Tucked in between those golden bits of hyperbolic trash talk, however, was an interesting potential factoid: #UFC205 has managed to trump both the #MadisonSquareGarden attendance record set by Muhammad Ali vs. Joe Frazier's 1974 rematch, and the $40 million gate record set by Lennox Lewis vs. Evander Holyfield's initial meeting in 1999 (the latter figure of which has been recently corroborated by Dana White).
While the numbers don't seem to fit quite in line with McGregor's claim -- Lewis vs. Holyfield only drew a gate of $13 million, and actually outdrew Ali-Frazier II's crowd of 20,748 crowd by 500 or so people (likely thanks to the renovations made to MSG's seating between 1989-1991) -- it's a point well taken. McGregor has established himself as the biggest draw in UFC history -- and apparently, combat sports history -- with UFC 205.
So what's next for him?
Well, we know that the "Notorious" one is set to make a big reveal after the event that will come "completely out of left field," but that said reveal won't involve him stepping away from the sport for a year, as rumors have suggested (and as McGregor outright denied during today's call). So again I ask, what's next?
If you're McGregor's new bosses, the answer should be obvious: The Croke Park stadium show he's been asking for since he first stepped foot in the UFC.
And, if there is any semblance of truth to the numbers McGregor has been spouting -- and let's be real with ourselves, numbers are the one thing that he doesn't need to embellish -- then it's quite apparent that the man has grown too big for even the massive arena shows that America has to offer him. With MSG off the checklist and Vegas on his permanent blacklist, where else could he possibly be expected to fight.
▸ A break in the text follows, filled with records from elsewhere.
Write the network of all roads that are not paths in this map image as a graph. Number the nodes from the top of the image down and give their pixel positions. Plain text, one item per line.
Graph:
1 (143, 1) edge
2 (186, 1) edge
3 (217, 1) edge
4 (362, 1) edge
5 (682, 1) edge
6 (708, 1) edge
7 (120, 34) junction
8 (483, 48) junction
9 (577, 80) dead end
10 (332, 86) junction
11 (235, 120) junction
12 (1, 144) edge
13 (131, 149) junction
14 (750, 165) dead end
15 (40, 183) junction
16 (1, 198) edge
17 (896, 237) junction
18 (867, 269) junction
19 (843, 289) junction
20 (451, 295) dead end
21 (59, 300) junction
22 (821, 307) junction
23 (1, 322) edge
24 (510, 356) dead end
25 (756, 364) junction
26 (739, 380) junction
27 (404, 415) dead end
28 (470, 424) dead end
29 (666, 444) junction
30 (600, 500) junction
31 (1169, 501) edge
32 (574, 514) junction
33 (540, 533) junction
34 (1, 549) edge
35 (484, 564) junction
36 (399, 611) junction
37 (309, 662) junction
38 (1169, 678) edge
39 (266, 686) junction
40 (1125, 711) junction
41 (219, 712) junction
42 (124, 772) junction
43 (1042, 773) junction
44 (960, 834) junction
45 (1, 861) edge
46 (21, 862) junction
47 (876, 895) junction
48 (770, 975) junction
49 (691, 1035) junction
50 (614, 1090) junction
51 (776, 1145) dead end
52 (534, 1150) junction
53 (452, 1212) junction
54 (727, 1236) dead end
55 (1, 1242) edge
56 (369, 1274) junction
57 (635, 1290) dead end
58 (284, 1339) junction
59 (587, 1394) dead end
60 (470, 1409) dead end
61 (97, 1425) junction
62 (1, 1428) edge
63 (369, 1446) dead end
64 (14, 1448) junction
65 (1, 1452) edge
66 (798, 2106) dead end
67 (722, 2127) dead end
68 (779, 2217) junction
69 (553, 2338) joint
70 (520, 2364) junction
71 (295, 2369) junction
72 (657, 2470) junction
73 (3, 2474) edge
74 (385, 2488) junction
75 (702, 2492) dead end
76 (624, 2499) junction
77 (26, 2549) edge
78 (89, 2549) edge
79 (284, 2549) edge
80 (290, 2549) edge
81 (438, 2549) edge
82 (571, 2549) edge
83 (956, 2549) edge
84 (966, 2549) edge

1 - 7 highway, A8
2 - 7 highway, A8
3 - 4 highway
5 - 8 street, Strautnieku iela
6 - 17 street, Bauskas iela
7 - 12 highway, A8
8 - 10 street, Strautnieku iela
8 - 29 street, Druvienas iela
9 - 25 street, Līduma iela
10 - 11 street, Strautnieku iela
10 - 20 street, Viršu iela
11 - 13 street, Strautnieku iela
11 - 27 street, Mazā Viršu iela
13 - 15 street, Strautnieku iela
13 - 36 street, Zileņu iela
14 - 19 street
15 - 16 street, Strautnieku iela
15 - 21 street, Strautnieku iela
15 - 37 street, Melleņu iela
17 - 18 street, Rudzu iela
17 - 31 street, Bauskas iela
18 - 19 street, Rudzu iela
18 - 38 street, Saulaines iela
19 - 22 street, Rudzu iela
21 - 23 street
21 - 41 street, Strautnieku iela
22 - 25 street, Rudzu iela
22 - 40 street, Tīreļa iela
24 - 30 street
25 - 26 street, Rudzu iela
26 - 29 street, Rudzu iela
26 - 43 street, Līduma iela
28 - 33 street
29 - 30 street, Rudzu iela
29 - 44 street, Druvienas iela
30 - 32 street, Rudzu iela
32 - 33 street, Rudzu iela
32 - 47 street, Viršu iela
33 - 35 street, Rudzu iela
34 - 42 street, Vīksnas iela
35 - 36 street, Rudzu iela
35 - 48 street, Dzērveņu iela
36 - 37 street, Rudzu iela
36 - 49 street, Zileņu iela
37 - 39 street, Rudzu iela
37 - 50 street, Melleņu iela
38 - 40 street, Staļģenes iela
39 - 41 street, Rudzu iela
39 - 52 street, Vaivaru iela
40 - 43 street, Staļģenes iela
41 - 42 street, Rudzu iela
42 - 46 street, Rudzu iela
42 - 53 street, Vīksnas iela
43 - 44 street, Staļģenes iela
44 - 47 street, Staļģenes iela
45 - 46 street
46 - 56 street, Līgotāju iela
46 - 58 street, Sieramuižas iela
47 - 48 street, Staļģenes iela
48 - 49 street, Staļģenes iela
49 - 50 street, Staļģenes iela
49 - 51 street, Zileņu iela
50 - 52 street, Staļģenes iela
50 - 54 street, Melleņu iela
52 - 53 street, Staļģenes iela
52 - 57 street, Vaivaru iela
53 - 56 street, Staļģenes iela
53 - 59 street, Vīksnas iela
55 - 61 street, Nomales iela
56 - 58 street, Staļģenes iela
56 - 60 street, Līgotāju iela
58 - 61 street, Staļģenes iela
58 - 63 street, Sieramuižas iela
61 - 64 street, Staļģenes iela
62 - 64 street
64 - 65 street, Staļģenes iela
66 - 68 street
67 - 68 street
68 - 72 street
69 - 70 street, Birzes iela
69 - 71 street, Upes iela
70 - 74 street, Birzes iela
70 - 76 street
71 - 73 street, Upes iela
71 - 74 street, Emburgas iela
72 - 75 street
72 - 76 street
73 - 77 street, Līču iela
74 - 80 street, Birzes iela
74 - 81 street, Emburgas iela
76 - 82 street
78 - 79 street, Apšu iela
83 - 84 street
Is there even a venue that could handle the potential madness of a dual-belt holding McGregor facing Nate Diaz with the lightweight title on the line?
I know, I know, how dare I count out a gritty, tested veteran like Eddie Alvarez (which, I'm not), but just consider the following ...
McGregor is not the kind of guy to rest on his laurels, and we should probably expect that he's already planning out the next way that he can change the MMA game. Luckily, he has history on his side, because it just so happens that the 11 highest shows the UFC has ever done in terms of attendance took place on international soil, and of those 11, the top 4 took place inside stadiums.
With a capacity of 82,300, an event in Croke Park would be unlike anything the UFC had ever done before, and would shatter the 56,214 attendance record set by UFC 193 by nearly 30,000. Is McGregor capable of putting those kinds of asses in seats? The folks from Real Madrid seem to think so, and apparently have expressed interest in hosting a UFC card headlined by McGregor.
So while UFC 205 is still a week away, it's clear that McGregor mania has yet to reach its ceiling. And if American arenas from New York to Las Vegas aren't big enough for McGregor and his notorious Irish entourage, thousands deep, a stadium show is the logical progression following the UFC's debut in New York City.